October 21, 2021

Oath of Office – Federal Government

In the Federal Government, in order for an official to take office, he or she must first take the oath of office; this is also known as a swearing-in ceremony. The official reciting the oath swears an allegiance to uphold the Constitution. The Constitution only specifies an oath of office for the President; however, Article VI of the Constitution states that other officials, including members of Congress, “shall be bound by Oath or Affirmation to support this constitution.”

The following includes oath information for high ranking officials from each of the three branches of Government.

Executive Branch: President and Vice President of the United States

According to the 20th Amendment to the Constitution, a President’s term of office begins at 12:00 p.m. (noon) on January 20th of the year following an election. In order to assume his or her duties, the President-elect must recite the Oath of Office. The Oath is administered by the Chief Justice of the Supreme Court. The President-elect places the left hand on the Bible, raises the right hand, and takes the Oath as directed by the Chief Justice. The Oath, as stated in Article II, Section I, Clause 8 of the U.S. Constitution, is as follows:

“I do solemnly swear (or affirm) that I will faithfully execute the office of President of the United States, and will to the best of my ability, preserve, protect and defend the Constitution of the United States.”

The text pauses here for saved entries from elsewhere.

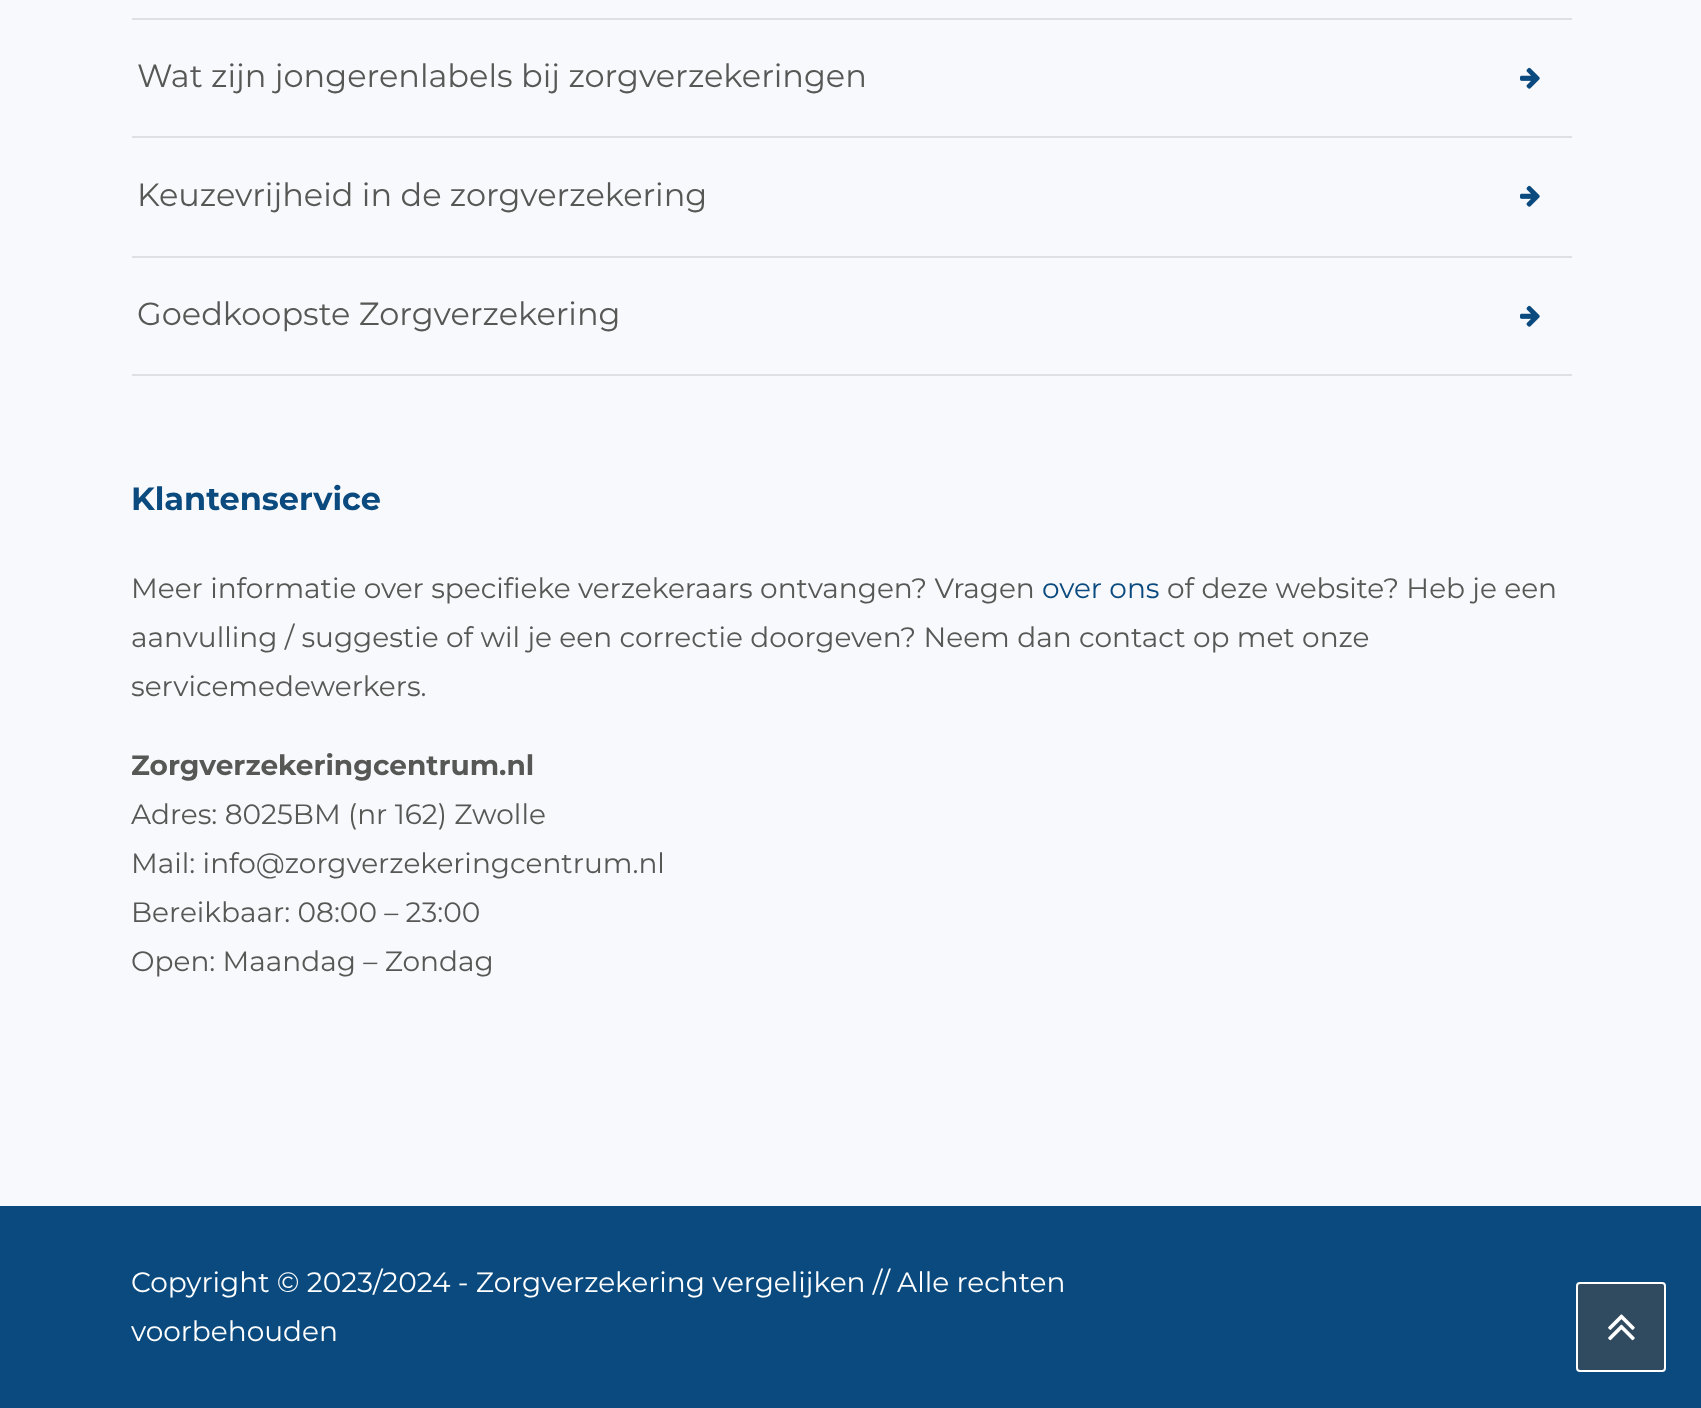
async function draw(canvas) {
	canvas.width = 1701;
	canvas.height = 1408;
	const c = canvas.getContext('2d');
	c.miterLimit = 4;
	c.fontKerning = 'normal';
	async function loadImage(src) {
		const img = new Image();
		img.src = src;
		await img.decode();
		return img;
	}

	c.fillStyle = '#f8f9fc';
	c.fillRect(0, 0, 1701, 1408);
	c.fillStyle = '#dfe0e3';
	c.fillRect(132, 18, 1440, 2);
	c.fillRect(132, 136, 1440, 2);
	c.font = '32px Montserrat';
	c.fillStyle = '#575756';
	c.fillText('Wat zijn jongerenlabels bij zorgverzekeringen', 137, 87);
	c.drawImage(await loadImage('img1.png'), 1520, 67, 20, 22);
	c.fillStyle = '#dfe0e3';
	c.fillRect(132, 256, 1440, 2);
	c.fillStyle = '#575756';
	c.fillText('Keuzevrijheid in de zorgverzekering', 137, 206);
	c.drawImage(await loadImage('img1.png'), 1520, 185, 20, 22);
	c.fillStyle = '#dfe0e3';
	c.fillRect(132, 374, 1440, 2);
	c.fillStyle = '#575756';
	c.fillText('Goedkoopste Zorgverzekering', 137, 325);
	c.drawImage(await loadImage('img1.png'), 1520, 305, 20, 22);
	c.font = 'bold 32px Montserrat';
	c.fillStyle = '#0a4a7e';
	c.fillText('Klantenservice', 131, 510);
	c.font = '28px Montserrat';
	c.fillStyle = '#575756';
	c.fillText('Meer informatie over specifieke verzekeraars ontvangen? Vragen', 131, 598);
	c.fillStyle = '#0a4a7e';
	c.fillText('over ons', 1042, 598);
	c.fillStyle = '#575756';
	for (const [text, x, y] of [
		['of deze website? Heb je een', 1167, 598],
		['aanvulling / suggestie of wil je een correctie doorgeven? Neem dan contact op met onze', 131, 647],
		['servicemedewerkers.', 131, 696],
	]) {
		c.fillText(text, x, y);
	}
	c.font = 'bold 28px Montserrat';
	c.fillText('Zorgverzekeringcentrum.nl', 131, 775);
	c.font = '28px Montserrat';
	for (const [text, x, y] of [
		['Adres: 8025BM (nr 162) Zwolle', 131, 824],
		['Mail: info@zorgverzekeringcentrum.nl', 131, 873],
		['Bereikbaar: 08:00 – 23:00', 131, 922],
		['Open: Maandag – Zondag', 131, 971],
	]) {
		c.fillText(text, x, y);
	}
	c.fillStyle = '#0a4a7e';
	c.fillRect(0, 1206, 1701, 202);
	c.fillStyle = '#fff';
	c.fillText('Copyright © 2023/2024 - Zorgverzekering vergelijken // Alle rechten', 131, 1292);
	c.fillText('voorbehouden', 131, 1341);
	c.fillStyle = '#304a5f';
	c.beginPath();
	c.roundRect(1577, 1283, 88, 88, 3);
	c.fill();
	c.strokeStyle = '#fff';
	c.lineWidth = 2;
	c.stroke();
	c.drawImage(await loadImage('img2.png'), 1608, 1314, 27, 27);
}

draw(document.querySelector('canvas'));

The Vice President also takes an oath of office. Until 1933, the Vice President took the oath of office in the Senate; today, both the President and Vice President are inaugurated in the same ceremony. The Vice President’s oath is administered immediately before the President’s. The Vice President’s oath may be administered by the retiring Vice President, by a member of Congress, or by some other Government official, such as a justice of the Supreme Court. The Vice President’s oath is as follows:

“I do solemnly swear that I will support and defend the Constitution of the United States against all enemies, foreign and domestic, that I will bear true faith and allegiance to the same: that I take this obligation freely, without any mental reservation or purpose of evasion, and I will well and faithfully discharge the duties of the office on which I am about to enter. So help me God.”